By: Ariel Fixler
Loving me means letting me go. At this moment in time that is the most authentic way I can describe how I feel. One of the most compassionate, realistic, soothing melodies and lyrics came from the song “Let Her Go” by the band Passenger. It speaks to me on many “life-like levels”.
What am I insinuating here? There may come a time when you do not want to fight anymore. Think of chronic and terminal illness as an abusive relationship where you just don’t want to fight the demons and physical abuse anymore. You are scared, scarred and you are angry.
Most people hold onto life while they are in chronic pain. The same brutal pain that is breaking them in many ways. WHY? Well to be frank, they are not holding on for themselves. They are fighting not for themselves, but for other people’s love, respect and belief in them. They want to be that fighter, that survivor, that warrior for them.
They want to be loved and respected by everyone in their support system. No matter what your age, everyone wants to be a crusader of courage and make others proud to know them. They want to be associated with positivity.
They want to set an example that will make people proud to know them. Many think fighting or pushing through the pain will make them a hero, a fighter (even when that is never want they desired to be). They don’t want to be a leader and well-liked anymore. They do not want to be in denial. Their point of illumination comes by informing others they no longer want to live a life that is pure pain. Guess what? They want to be honest and vocal about it and not be ashamed by these feelings and internal turmoil.
They are holding on for their support systems in order not to disappoint them. Is that fair or just placing their doubts and guilt onto them? Transferring the energy while transmitting the pain and blame.
How do they accomplish that? By holding on even when they are losing their grip on life. By holding on even when their “fighting” spirit is shaky and subdued. In their opinion, they are not living a life worth living, yet they also fear letting go, letting people down and death itself. Only they can determine their quality of life. Their fears outweigh their reality and beliefs. They are confused about the meaning of their life.
Their acceptance of themselves and their condition might not be in alignment with their support system and family’s views. You do not have to prove yourself one bit. You do not have to prove your assertions and feelings to ANYONE BUT YOURSELF. This moment, this choice, is finally FOR YOU.
They are physically existing but shouldn’t their years be quality over quantity? Life often feels like a competition. Everyone is playing the one-upmanship game. “My life is better than yours” is a common theme on and offline don’t you think? How many years you lived and how much you have accomplished is a common theme. They need someone to tell them IT’S OK TO LET GO and free themselves of this lifelong competitive spirit.
What’s scarier continuing on with your life in such deep emotional and physical pain? Or sticking it out? That may cause resentment. Or is it more soothing and realistic to try letting go and letting yourself roam free. The irony is that you may be finally living in the process of releasing your burdens and pain.
They don’t want to live a life looking in from the outside. Vocalizing their emotions and fears does not make them weak. Letting go allows them to imbue the bravery they always wanted for themselves. The “C” in their character stands for COURAGE.

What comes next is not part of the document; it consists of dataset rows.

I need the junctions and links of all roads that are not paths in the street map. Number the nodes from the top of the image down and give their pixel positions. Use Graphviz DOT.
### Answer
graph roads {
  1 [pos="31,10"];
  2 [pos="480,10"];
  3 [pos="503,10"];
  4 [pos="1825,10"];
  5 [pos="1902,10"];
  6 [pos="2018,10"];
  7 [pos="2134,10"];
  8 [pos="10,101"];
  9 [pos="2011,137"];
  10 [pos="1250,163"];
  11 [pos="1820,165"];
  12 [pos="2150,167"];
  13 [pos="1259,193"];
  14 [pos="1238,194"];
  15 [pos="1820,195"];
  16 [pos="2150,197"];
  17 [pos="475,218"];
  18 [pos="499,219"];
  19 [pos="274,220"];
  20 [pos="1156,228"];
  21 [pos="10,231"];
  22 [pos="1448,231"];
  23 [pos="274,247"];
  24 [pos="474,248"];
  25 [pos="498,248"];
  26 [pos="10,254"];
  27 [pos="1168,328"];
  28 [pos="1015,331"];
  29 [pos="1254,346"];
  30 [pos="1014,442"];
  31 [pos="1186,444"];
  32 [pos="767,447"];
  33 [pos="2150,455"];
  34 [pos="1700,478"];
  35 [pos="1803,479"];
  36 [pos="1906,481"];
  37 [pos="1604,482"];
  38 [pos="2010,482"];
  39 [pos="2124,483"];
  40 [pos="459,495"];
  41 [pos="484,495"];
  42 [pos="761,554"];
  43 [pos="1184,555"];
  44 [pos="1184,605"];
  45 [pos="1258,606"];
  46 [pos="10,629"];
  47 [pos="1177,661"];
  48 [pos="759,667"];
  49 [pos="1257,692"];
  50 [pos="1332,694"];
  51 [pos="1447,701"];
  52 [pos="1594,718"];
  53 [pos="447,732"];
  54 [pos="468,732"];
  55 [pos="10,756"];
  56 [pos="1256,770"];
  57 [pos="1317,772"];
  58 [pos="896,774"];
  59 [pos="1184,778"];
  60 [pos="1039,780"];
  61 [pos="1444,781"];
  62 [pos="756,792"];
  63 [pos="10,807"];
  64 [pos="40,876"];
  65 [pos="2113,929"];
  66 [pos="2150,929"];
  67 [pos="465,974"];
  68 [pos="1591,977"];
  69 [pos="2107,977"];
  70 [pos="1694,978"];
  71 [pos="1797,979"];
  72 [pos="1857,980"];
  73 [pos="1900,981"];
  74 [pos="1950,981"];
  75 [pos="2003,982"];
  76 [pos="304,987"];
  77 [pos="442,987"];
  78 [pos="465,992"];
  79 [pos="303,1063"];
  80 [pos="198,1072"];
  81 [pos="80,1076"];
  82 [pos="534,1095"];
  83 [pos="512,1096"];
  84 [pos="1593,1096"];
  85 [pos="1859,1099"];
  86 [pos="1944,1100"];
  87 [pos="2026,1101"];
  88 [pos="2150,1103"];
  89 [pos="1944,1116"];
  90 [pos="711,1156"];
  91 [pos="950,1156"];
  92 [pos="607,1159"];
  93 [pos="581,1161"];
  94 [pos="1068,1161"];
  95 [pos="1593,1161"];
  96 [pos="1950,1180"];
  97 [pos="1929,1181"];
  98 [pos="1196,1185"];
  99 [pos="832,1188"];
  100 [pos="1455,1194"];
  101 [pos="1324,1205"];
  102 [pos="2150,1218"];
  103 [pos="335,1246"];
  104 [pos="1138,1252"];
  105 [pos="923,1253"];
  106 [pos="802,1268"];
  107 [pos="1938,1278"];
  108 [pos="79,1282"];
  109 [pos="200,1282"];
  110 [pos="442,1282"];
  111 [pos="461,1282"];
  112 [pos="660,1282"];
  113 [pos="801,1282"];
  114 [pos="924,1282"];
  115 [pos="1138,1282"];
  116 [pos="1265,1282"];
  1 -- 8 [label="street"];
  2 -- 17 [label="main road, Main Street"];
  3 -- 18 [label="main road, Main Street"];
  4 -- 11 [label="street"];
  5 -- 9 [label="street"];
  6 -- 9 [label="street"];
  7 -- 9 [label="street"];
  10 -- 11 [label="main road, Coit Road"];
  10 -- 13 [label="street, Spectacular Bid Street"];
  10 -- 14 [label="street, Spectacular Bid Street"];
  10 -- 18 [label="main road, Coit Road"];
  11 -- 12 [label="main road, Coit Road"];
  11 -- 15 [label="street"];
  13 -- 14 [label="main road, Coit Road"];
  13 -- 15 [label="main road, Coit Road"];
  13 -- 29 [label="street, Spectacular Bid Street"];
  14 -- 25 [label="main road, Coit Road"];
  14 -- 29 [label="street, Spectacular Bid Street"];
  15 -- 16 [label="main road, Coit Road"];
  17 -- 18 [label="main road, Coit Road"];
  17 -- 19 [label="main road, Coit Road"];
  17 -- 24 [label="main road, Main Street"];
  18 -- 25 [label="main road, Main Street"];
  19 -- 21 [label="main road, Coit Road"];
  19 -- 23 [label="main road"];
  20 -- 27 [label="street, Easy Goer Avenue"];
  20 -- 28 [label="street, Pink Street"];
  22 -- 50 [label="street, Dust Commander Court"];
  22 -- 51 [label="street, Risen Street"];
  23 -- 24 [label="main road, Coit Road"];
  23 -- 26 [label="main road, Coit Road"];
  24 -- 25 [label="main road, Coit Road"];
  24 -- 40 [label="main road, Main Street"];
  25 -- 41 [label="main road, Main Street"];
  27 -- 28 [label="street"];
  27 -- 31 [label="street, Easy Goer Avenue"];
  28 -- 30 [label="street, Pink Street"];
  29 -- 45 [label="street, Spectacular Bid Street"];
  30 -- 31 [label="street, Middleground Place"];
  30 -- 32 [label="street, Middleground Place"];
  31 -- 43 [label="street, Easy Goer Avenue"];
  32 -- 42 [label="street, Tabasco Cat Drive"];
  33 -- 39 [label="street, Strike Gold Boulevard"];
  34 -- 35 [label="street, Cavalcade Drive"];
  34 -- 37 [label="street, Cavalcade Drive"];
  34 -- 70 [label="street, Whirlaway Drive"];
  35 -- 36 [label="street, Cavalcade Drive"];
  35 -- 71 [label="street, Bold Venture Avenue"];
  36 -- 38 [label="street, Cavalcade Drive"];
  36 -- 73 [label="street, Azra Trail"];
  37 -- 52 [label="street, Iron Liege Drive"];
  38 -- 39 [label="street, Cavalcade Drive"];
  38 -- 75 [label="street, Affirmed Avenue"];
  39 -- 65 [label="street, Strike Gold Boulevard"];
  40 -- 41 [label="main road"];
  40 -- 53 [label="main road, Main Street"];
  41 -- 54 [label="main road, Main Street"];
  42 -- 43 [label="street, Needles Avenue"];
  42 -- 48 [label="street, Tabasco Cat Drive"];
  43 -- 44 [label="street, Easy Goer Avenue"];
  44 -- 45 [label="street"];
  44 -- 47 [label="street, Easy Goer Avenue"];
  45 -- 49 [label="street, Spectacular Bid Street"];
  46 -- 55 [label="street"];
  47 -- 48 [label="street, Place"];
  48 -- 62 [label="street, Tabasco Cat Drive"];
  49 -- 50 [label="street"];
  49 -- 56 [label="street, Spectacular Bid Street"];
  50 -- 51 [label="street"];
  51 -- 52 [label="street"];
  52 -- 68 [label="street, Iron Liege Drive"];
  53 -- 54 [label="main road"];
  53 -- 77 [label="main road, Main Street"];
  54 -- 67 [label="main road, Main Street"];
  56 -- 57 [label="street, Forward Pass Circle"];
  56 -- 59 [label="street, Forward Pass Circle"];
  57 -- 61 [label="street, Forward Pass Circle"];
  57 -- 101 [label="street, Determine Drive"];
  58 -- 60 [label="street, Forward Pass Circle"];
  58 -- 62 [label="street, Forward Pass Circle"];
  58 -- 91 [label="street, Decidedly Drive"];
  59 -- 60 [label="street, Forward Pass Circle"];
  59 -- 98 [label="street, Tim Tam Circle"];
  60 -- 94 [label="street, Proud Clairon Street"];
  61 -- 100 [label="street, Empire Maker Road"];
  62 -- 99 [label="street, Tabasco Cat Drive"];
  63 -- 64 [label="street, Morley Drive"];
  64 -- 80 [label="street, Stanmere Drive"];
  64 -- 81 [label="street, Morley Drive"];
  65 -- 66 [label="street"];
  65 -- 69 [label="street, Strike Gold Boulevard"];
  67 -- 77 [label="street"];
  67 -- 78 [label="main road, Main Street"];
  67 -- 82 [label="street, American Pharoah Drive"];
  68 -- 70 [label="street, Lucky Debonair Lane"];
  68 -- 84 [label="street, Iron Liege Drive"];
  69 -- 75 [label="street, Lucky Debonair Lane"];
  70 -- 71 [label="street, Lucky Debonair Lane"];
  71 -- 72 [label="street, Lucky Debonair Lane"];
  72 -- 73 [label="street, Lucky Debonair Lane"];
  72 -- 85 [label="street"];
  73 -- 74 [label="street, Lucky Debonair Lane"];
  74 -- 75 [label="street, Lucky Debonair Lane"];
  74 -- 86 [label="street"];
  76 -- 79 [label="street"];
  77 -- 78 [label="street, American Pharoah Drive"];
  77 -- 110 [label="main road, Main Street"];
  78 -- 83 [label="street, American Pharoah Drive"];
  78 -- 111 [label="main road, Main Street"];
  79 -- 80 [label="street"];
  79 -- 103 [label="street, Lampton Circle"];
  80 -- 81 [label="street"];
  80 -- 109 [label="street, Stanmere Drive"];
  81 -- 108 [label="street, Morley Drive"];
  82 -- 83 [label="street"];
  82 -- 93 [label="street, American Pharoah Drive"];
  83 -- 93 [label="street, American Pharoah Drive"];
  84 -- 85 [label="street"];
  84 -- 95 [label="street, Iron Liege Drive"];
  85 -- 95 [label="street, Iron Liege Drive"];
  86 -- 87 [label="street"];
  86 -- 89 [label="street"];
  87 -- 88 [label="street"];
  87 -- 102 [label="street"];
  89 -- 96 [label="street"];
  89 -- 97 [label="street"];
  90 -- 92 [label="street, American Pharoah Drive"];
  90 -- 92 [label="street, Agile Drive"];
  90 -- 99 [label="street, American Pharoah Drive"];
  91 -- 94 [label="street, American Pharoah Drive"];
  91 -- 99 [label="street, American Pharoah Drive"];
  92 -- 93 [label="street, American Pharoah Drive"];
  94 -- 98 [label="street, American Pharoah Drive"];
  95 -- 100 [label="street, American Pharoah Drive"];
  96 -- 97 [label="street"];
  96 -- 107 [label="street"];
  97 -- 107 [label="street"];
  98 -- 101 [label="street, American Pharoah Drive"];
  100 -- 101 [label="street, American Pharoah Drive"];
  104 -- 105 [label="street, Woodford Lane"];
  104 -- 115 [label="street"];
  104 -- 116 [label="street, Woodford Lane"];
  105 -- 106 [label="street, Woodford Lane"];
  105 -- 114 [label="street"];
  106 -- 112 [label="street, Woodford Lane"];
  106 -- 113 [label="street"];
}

You need to make sure you are holding on for YOU and not ANYONE ELSE. You may have spent your whole life trying to please others and forgetting about your own wants and needs. You think catering to others was your badge of courage and character. IT IS NOT. The subservient cycle can be broken. Maybe this is the time you stop being selfish and start being selfless. You no longer need to give into the pressures that are causing pain and resistance. This may be the time you put your desires first. You can give into to the disease, the mind and body altering pain medication and their side effects. You can allow your decline instead of fighting a losing battle. You can still be brave. That choice alone is incredibly courageous.
Your life is like a magnetic force. What do I mean by this scientific assessment? Only certain pairing of ions can come together to bond and build strength and create functionality. If you pair together the wrong ions (ones that do not complement one another) they create friction instead of cohesive connectivity. That is what chronic and terminal illness feels like. It feels like you are constantly pairing together the wrong ions, creating a push and pull effect that feels forced and harrowed. That pushing ultimately creates more pain and frustration. You are pushing to create a match, a fit and a normal ionic energy space for yourself in the tough world. You can’t force that connection and are therefore left feeling pain. Much like a relationship, friendship or job that doesn’t really feel right anymore, you just have to accept it, release it and move forward.
You need to let go of the ill-fitting forces in your life. The pieces of the puzzle that no longer fit together. A puzzle that used to take mere minutes to finish now takes days, weeks or months. So instead of forcing something that doesn’t work, maybe it is better to let go. You can hope to find the right energy in the afterlife and afterglow.
You should know part of letting go of your pain, your life, your fight, means finally losing your grip on the control button. You have to have faith the people you love will mourn you in the way that best suits them. You have to hope you won’t be a topic to be mourned and thought of for a fleeting moment, day or week after your passing (like a trending topic). You have to hope you will be a memory to be treasured and revisited.
Facebook now allows you to designate someone who can be in charge of your social presence after your passing. Think about that new designation, in a way social media is helping you start the process of letting go and at the same time creating your future footprint even after you pass.